Latarnie Morskie Dla Wszechświata - Piramidy Egipskie - Alternatywny Widok

Wideo: Latarnie Morskie Dla Wszechświata - Piramidy Egipskie - Alternatywny Widok

Wideo: Latarnie Morskie Dla Wszechświata - Piramidy Egipskie - Alternatywny Widok
Wideo: Haid Al Jazil - Wioska na klifie 100 metrów nad ziemią, w której mieszkają ludzie 2024, Może
Anonim

Iwan Bunin pisał o tym, co zobaczyli zdobywcy, gdy wpadli do komory grobowej Wielkiej Piramidy: „Po oświetleniu polerowanych granitowych ścian tej komory pochodniami, lśniącymi jak czarny lód, wycofał się z przerażeniem: pośrodku stał prostokątny i również cały czarny sarkofag. Leżała w nim mumia w złotej zbroi, obsypana drogocennymi kamieniami i ze złotym mieczem u biodra. Na czole mumii wielki karbunkuł płonął czerwonym ogniem, cały pokryty literami niezrozumiałymi dla żadnego śmiertelnika …"

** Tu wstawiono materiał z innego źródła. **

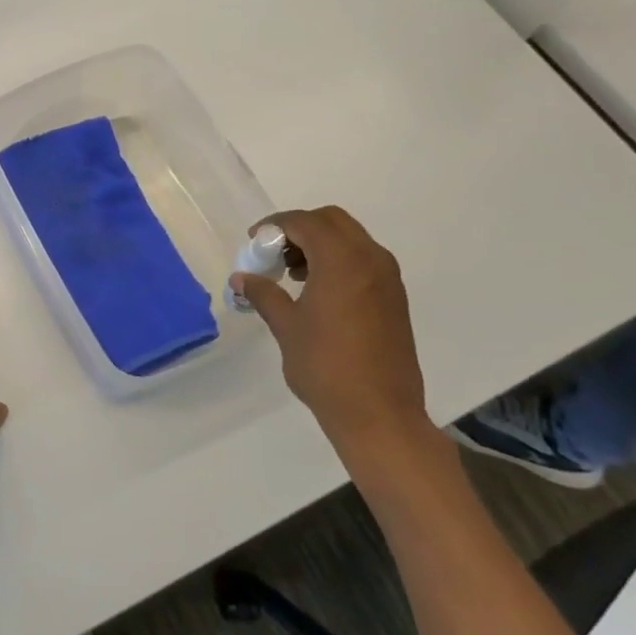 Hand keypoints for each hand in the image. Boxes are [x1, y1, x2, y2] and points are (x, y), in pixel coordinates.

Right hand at [230, 207, 429, 462]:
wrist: (379, 414)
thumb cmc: (325, 366)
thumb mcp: (286, 326)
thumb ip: (263, 294)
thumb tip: (241, 278)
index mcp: (342, 260)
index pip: (304, 222)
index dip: (274, 226)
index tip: (254, 244)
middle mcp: (370, 259)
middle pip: (332, 221)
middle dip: (299, 229)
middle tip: (274, 253)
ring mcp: (387, 278)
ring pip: (351, 239)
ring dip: (320, 244)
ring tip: (293, 274)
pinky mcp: (394, 298)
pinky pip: (363, 260)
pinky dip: (339, 261)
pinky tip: (318, 292) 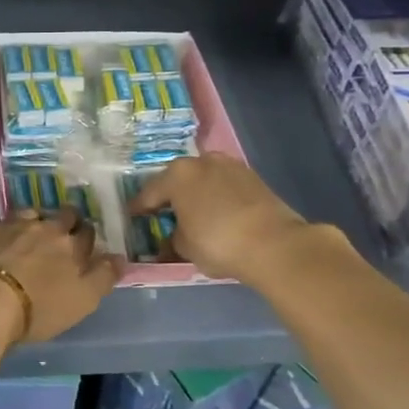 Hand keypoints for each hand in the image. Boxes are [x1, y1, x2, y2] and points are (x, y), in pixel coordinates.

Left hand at [0, 188, 122, 342]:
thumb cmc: (38, 308)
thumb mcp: (82, 301)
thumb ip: (103, 277)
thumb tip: (120, 257)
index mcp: (71, 246)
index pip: (87, 235)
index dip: (87, 237)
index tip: (85, 241)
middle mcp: (44, 228)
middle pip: (61, 216)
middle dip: (65, 219)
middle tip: (61, 230)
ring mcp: (9, 225)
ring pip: (27, 212)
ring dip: (31, 216)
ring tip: (30, 224)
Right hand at [127, 154, 325, 285]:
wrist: (275, 244)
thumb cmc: (218, 243)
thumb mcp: (184, 247)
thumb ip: (173, 237)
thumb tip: (175, 235)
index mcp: (177, 175)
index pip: (149, 193)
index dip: (139, 208)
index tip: (133, 217)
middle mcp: (201, 161)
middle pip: (177, 179)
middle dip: (170, 196)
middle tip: (163, 214)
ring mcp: (230, 165)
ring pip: (203, 179)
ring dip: (196, 193)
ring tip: (193, 213)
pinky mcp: (252, 176)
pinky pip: (223, 185)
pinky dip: (216, 196)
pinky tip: (217, 213) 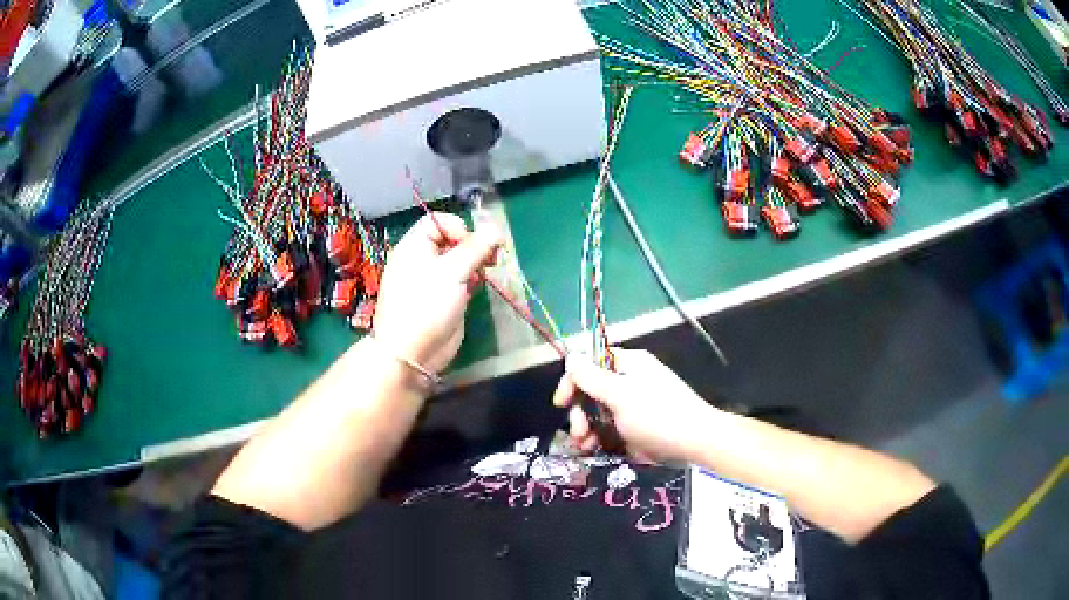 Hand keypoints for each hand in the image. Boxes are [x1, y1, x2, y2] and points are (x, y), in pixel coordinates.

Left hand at [373, 213, 500, 376]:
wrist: (412, 353)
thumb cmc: (426, 306)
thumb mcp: (452, 272)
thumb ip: (475, 249)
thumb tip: (496, 230)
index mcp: (415, 247)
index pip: (438, 222)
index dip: (458, 228)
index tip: (473, 244)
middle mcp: (423, 260)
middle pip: (452, 240)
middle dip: (473, 245)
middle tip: (490, 257)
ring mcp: (434, 280)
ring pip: (460, 260)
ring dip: (476, 262)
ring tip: (488, 270)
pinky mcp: (445, 298)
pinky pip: (462, 280)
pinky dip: (473, 279)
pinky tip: (479, 286)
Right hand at [552, 348, 718, 462]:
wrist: (695, 444)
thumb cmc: (657, 415)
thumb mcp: (620, 395)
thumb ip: (591, 377)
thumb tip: (570, 354)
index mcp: (629, 365)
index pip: (591, 363)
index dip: (573, 380)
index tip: (561, 403)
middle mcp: (630, 382)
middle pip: (592, 391)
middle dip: (579, 412)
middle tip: (578, 432)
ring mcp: (633, 407)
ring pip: (598, 414)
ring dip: (586, 429)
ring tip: (585, 446)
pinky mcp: (636, 429)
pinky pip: (609, 430)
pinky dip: (599, 439)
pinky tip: (593, 451) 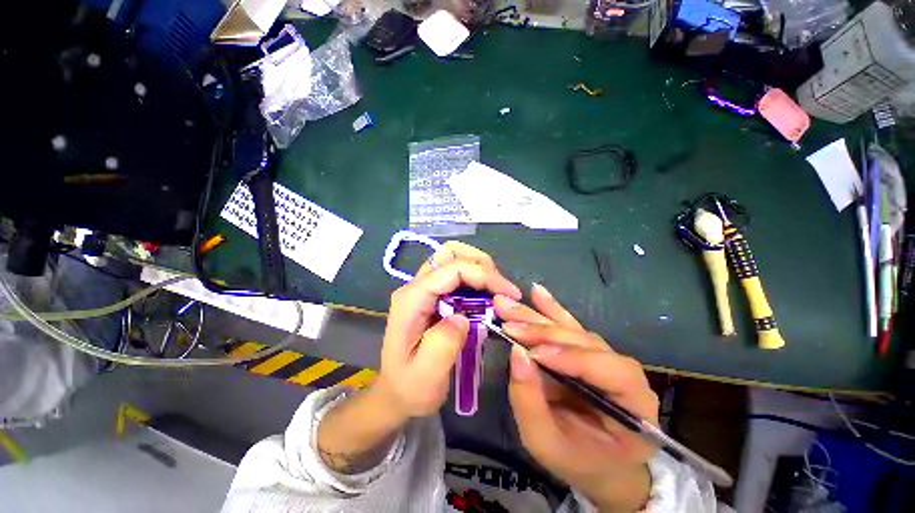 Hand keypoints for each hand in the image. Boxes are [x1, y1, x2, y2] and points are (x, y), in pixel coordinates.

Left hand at [376, 242, 521, 418]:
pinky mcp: (432, 295)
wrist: (395, 394)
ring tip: (496, 292)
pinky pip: (455, 274)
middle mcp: (416, 286)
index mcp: (412, 299)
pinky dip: (475, 278)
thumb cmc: (410, 387)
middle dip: (481, 264)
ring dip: (479, 268)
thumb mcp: (425, 376)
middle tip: (502, 289)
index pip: (452, 268)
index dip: (484, 274)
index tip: (510, 293)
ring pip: (453, 258)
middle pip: (450, 253)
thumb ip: (443, 344)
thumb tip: (463, 316)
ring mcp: (423, 289)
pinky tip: (486, 297)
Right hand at [495, 285, 658, 511]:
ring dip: (537, 316)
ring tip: (509, 305)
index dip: (571, 357)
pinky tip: (537, 293)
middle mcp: (624, 372)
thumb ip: (531, 402)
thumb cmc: (578, 460)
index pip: (608, 369)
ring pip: (571, 329)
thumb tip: (517, 354)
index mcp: (634, 403)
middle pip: (584, 341)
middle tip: (508, 320)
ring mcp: (603, 356)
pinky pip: (568, 325)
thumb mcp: (547, 444)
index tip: (534, 351)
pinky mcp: (585, 349)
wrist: (598, 463)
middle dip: (543, 331)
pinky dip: (550, 309)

I tak wchodzę do komnaty „Cheopsa - władcy horyzontu”, jak sam nakazał wpisywać na swojej piramidzie. Grób jest wspaniały. Zachwyca swoimi wymiarami: długość - 10,5 m, szerokość - 5,2, wysokość - 5,8. Ten pokój, wykończony ciemnym asuańskim granitem, z jakiegoś powodu sprawia, że zatrzymujesz się na progu. Ma specjalny ponury urok, własny nastrój i może sekret. Może dlatego, że jest nieoczekiwanie ogromny, czarny, pusty i tylko w oddali znajduje się samotny, złowieszczo czerwonawy sarkofag pod zachodnią ścianą.

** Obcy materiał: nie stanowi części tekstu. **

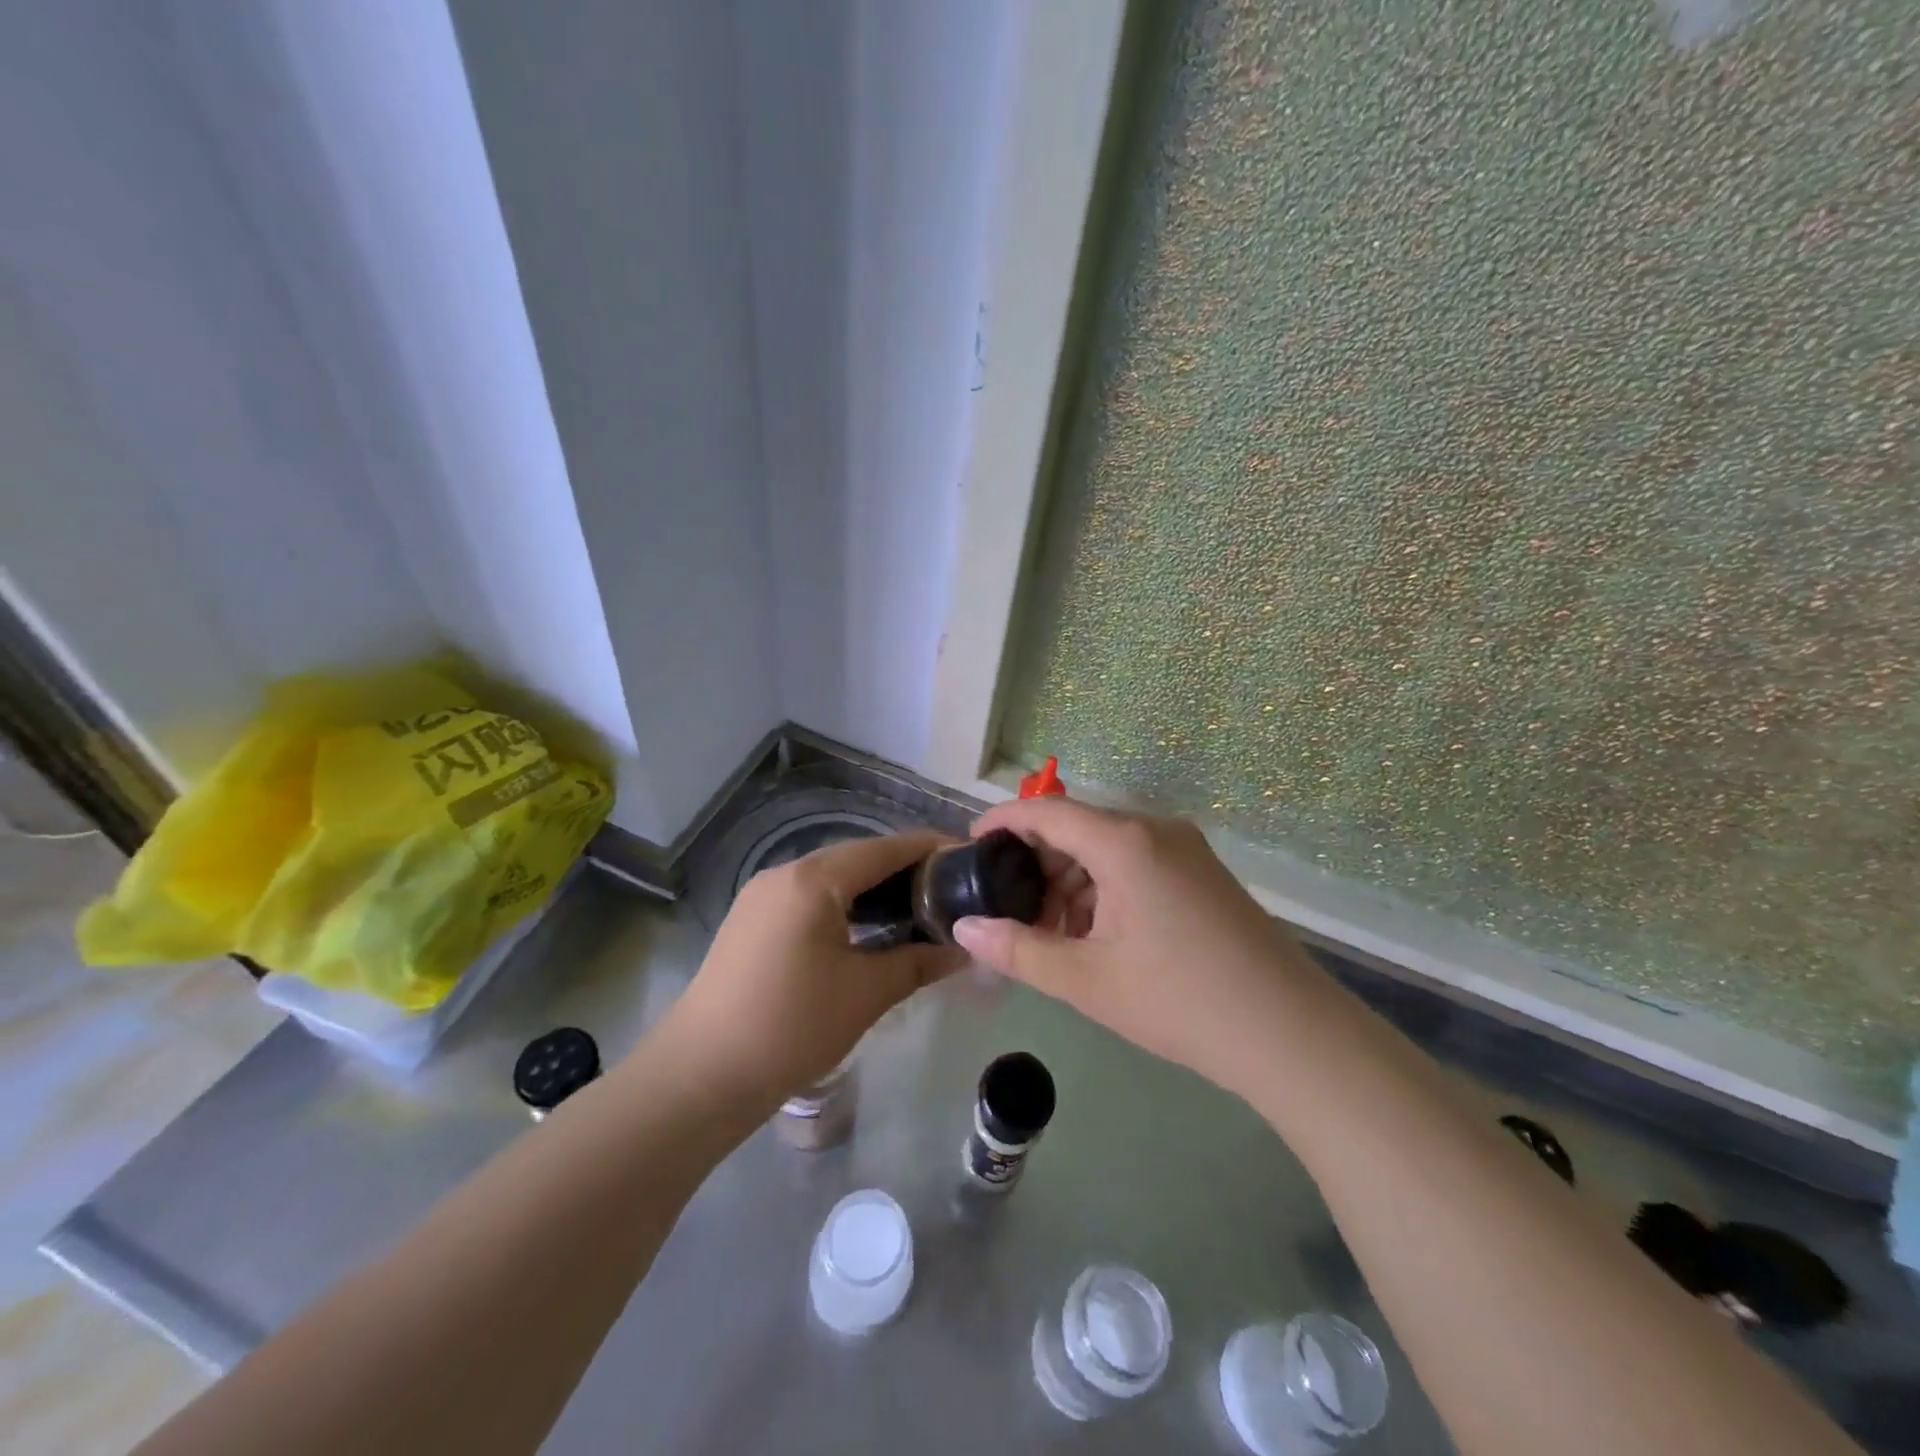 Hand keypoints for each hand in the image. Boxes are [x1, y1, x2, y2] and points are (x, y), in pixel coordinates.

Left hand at [654, 831, 964, 1111]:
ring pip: (832, 878)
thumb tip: (965, 950)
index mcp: (813, 880)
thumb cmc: (790, 1027)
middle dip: (905, 869)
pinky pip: (810, 897)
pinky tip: (869, 928)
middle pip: (858, 857)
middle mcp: (785, 873)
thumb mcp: (865, 993)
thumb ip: (919, 962)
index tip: (968, 859)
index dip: (930, 849)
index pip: (885, 848)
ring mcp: (763, 896)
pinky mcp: (752, 920)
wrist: (700, 1075)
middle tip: (950, 890)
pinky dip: (845, 904)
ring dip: (874, 888)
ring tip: (917, 908)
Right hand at [951, 799, 1329, 1099]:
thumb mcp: (1086, 980)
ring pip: (1107, 848)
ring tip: (1050, 933)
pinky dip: (1104, 888)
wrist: (1290, 1034)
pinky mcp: (1203, 872)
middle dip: (1037, 862)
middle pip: (1077, 827)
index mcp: (1124, 842)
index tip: (970, 846)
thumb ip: (1018, 949)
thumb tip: (964, 929)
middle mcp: (1155, 829)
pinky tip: (1095, 934)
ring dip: (1071, 881)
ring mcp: (1185, 849)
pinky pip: (1137, 863)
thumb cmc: (1179, 1001)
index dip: (1002, 821)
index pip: (1046, 811)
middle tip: (1008, 907)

Niestety, to już koniec drogi. Żadne inne przesłanki w piramidzie Cheopsa nie zostały jeszcze znalezione. Istnieje przypuszczenie, że gdzieś w głębi piramidy znajdują się sekretne pomieszczenia. Według jednego z zeznań jeszcze w XIX wieku podróżni przypadkowo przycisnęli jakiś kamień w murze i otworzył im się korytarz, po którym weszli do pomieszczenia wypełnionego dziwnymi metalowymi mechanizmami do połowy zakopanymi w piasku. Ale gdzie jest ten sekretny kamień? Gdzie jest ten sekretny pokój ze starożytną egipską technologią? Nikt nie wie…

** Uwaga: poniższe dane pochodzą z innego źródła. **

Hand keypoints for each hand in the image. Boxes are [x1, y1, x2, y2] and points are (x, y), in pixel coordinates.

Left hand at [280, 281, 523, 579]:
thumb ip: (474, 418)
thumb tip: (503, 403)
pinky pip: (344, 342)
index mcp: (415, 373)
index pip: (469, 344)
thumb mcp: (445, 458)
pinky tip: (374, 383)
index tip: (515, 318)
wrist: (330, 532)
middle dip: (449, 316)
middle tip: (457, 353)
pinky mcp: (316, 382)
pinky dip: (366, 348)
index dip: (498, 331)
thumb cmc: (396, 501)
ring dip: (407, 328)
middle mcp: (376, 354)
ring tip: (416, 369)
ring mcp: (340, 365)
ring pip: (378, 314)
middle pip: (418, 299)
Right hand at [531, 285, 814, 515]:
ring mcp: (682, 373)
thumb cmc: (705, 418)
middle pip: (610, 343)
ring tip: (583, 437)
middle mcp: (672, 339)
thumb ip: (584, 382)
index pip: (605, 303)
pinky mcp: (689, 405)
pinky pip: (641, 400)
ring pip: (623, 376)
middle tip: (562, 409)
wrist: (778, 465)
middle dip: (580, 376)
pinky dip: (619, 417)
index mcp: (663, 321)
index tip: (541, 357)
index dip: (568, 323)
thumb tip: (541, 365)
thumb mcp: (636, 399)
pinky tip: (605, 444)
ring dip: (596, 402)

Ziemie starożytnego Egiptu rozciągały się z północy Afryki daleko na południe wzdłuż koryta Nilu. Z wielkiej cywilizacji pozostały jedynie pomniki z odległych epok - majestatyczne świątynie i piramidy. Kiedy Napoleon przybył, by podbić Egipt, miejscowi nie mogli nic powiedzieć o ich celu. Dla muzułmańskich Arabów piramidy były niczym innym jak gigantycznymi pogańskimi budowlami. Przez wieki dominacji arabskiej piramidy straciły swoje cudowne oblicze, a teraz nagie kamienne ściany spoglądały na zdobywców wznoszących się i zwężających ku niebu. Kiedyś, jak donoszą arabscy kronikarze, piramidy były całkowicie pokryte starożytnymi znakami.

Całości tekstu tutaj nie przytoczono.